Task statement: Word for word, return the entries listed below.

[Records excerpted from a collection]
[Start of section]
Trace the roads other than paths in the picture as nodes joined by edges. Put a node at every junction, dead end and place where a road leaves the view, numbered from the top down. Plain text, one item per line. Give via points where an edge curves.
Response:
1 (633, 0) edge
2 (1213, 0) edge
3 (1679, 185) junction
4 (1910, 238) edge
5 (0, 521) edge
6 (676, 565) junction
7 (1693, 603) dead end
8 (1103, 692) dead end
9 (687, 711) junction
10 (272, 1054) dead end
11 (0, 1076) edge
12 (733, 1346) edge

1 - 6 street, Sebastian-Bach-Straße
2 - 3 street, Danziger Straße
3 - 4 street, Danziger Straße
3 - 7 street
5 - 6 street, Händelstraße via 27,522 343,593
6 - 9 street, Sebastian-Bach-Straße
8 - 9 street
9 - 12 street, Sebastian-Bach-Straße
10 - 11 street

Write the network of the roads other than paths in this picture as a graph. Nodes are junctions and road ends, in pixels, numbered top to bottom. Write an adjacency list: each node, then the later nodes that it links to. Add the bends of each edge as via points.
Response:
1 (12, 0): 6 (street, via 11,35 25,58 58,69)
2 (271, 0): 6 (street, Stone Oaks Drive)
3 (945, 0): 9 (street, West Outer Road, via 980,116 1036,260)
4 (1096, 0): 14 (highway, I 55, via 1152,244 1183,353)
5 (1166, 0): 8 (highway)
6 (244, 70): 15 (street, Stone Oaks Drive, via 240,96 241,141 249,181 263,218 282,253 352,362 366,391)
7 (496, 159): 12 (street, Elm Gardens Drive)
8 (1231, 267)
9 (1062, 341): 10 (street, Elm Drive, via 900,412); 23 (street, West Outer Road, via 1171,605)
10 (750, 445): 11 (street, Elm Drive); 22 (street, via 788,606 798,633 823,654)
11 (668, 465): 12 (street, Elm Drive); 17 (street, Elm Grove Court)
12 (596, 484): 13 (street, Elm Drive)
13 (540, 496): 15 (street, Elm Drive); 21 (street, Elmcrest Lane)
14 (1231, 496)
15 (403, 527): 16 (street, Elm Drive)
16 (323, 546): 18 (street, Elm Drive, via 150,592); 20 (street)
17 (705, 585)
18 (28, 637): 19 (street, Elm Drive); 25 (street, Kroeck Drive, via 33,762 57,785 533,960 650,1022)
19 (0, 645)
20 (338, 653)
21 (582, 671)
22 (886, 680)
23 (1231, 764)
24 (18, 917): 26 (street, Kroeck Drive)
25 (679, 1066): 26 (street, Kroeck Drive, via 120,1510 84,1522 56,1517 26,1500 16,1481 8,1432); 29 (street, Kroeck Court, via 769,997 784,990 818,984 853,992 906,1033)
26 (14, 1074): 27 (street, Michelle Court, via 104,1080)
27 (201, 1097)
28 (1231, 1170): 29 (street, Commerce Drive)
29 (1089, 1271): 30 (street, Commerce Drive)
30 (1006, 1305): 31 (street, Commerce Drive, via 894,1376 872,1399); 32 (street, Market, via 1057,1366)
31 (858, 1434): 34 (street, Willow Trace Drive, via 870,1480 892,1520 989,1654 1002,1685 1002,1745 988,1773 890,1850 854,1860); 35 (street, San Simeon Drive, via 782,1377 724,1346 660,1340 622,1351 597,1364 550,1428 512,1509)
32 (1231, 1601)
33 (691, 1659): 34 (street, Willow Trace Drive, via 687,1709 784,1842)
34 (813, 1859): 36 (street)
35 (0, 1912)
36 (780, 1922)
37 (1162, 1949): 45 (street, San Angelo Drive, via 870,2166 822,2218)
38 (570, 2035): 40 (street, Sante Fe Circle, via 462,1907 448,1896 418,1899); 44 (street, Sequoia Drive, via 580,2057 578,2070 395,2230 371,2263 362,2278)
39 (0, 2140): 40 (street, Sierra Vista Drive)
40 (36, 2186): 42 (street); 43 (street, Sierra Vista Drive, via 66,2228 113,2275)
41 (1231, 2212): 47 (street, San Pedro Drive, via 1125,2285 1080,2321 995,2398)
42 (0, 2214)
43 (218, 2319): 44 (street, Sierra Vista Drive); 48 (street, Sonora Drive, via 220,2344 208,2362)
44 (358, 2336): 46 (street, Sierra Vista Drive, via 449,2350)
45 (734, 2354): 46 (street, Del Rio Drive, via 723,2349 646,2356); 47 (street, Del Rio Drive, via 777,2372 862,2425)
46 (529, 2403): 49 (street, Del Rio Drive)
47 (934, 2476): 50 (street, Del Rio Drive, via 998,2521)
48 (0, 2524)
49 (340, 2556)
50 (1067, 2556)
[End of section]
Solution to this problem:
Trace the roads other than paths in the picture as nodes joined by edges. Put a node at every junction, dead end and place where a road leaves the view, numbered from the top down. Plain text, one item per line. Give via points where an edge curves.
Response:
1 (633, 0) edge
2 (1213, 0) edge
3 (1679, 185) junction
4 (1910, 238) edge
5 (0, 521) edge
6 (676, 565) junction
7 (1693, 603) dead end
8 (1103, 692) dead end
9 (687, 711) junction
10 (272, 1054) dead end
11 (0, 1076) edge
12 (733, 1346) edge

1 - 6 street, Sebastian-Bach-Straße
2 - 3 street, Danziger Straße
3 - 4 street, Danziger Straße
3 - 7 street
5 - 6 street, Händelstraße via 27,522 343,593
6 - 9 street, Sebastian-Bach-Straße
8 - 9 street
9 - 12 street, Sebastian-Bach-Straße
10 - 11 street

Write the network of the roads other than paths in this picture as a graph. Nodes are junctions and road ends, in pixels, numbered top to bottom. Write an adjacency list: each node, then the later nodes that it links to. Add the bends of each edge as via points.
Response:
1 (12, 0): 6 (street, via 11,35 25,58 58,69)
2 (271, 0): 6 (street, Stone Oaks Drive)
3 (945, 0): 9 (street, West Outer Road, via 980,116 1036,260)
4 (1096, 0): 14 (highway, I 55, via 1152,244 1183,353)
5 (1166, 0): 8 (highway)
6 (244, 70): 15 (street, Stone Oaks Drive, via 240,96 241,141 249,181 263,218 282,253 352,362 366,391)
7 (496, 159): 12 (street, Elm Gardens Drive)
8 (1231, 267)
9 (1062, 341): 10 (street, Elm Drive, via 900,412); 23 (street, West Outer Road, via 1171,605)
10 (750, 445): 11 (street, Elm Drive); 22 (street, via 788,606 798,633 823,654)
11 (668, 465): 12 (street, Elm Drive); 17 (street, Elm Grove Court)
12 (596, 484): 13 (street, Elm Drive)
13 (540, 496): 15 (street, Elm Drive); 21 (street, Elmcrest Lane)
14 (1231, 496)
15 (403, 527): 16 (street, Elm Drive)
16 (323, 546): 18 (street, Elm Drive, via 150,592); 20 (street)
17 (705, 585)
18 (28, 637): 19 (street, Elm Drive); 25 (street, Kroeck Drive, via 33,762 57,785 533,960 650,1022)
19 (0, 645)
20 (338, 653)
21 (582, 671)
22 (886, 680)
23 (1231, 764)
24 (18, 917): 26 (street, Kroeck Drive)
25 (679, 1066): 26 (street, Kroeck Drive, via 120,1510 84,1522 56,1517 26,1500 16,1481 8,1432); 29 (street, Kroeck Court, via 769,997 784,990 818,984 853,992 906,1033)
26 (14, 1074): 27 (street, Michelle Court, via 104,1080)
27 (201, 1097)
28 (1231, 1170): 29 (street, Commerce Drive)
29 (1089, 1271): 30 (street, Commerce Drive)
30 (1006, 1305): 31 (street, Commerce Drive, via 894,1376 872,1399); 32 (street, Market, via 1057,1366)
31 (858, 1434): 34 (street, Willow Trace Drive, via 870,1480 892,1520 989,1654 1002,1685 1002,1745 988,1773 890,1850 854,1860); 35 (street, San Simeon Drive, via 782,1377 724,1346 660,1340 622,1351 597,1364 550,1428 512,1509)
32 (1231, 1601)
33 (691, 1659): 34 (street, Willow Trace Drive, via 687,1709 784,1842)
34 (813, 1859): 36 (street)
35 (0, 1912)
36 (780, 1922)
37 (1162, 1949): 45 (street, San Angelo Drive, via 870,2166 822,2218)
38 (570, 2035): 40 (street, Sante Fe Circle, via 462,1907 448,1896 418,1899); 44 (street, Sequoia Drive, via 580,2057 578,2070 395,2230 371,2263 362,2278)
39 (0, 2140): 40 (street, Sierra Vista Drive)
40 (36, 2186): 42 (street); 43 (street, Sierra Vista Drive, via 66,2228 113,2275)
41 (1231, 2212): 47 (street, San Pedro Drive, via 1125,2285 1080,2321 995,2398)
42 (0, 2214)
43 (218, 2319): 44 (street, Sierra Vista Drive); 48 (street, Sonora Drive, via 220,2344 208,2362)
44 (358, 2336): 46 (street, Sierra Vista Drive, via 449,2350)
45 (734, 2354): 46 (street, Del Rio Drive, via 723,2349 646,2356); 47 (street, Del Rio Drive, via 777,2372 862,2425)
46 (529, 2403): 49 (street, Del Rio Drive)
47 (934, 2476): 50 (street, Del Rio Drive, via 998,2521)
48 (0, 2524)
49 (340, 2556)
50 (1067, 2556)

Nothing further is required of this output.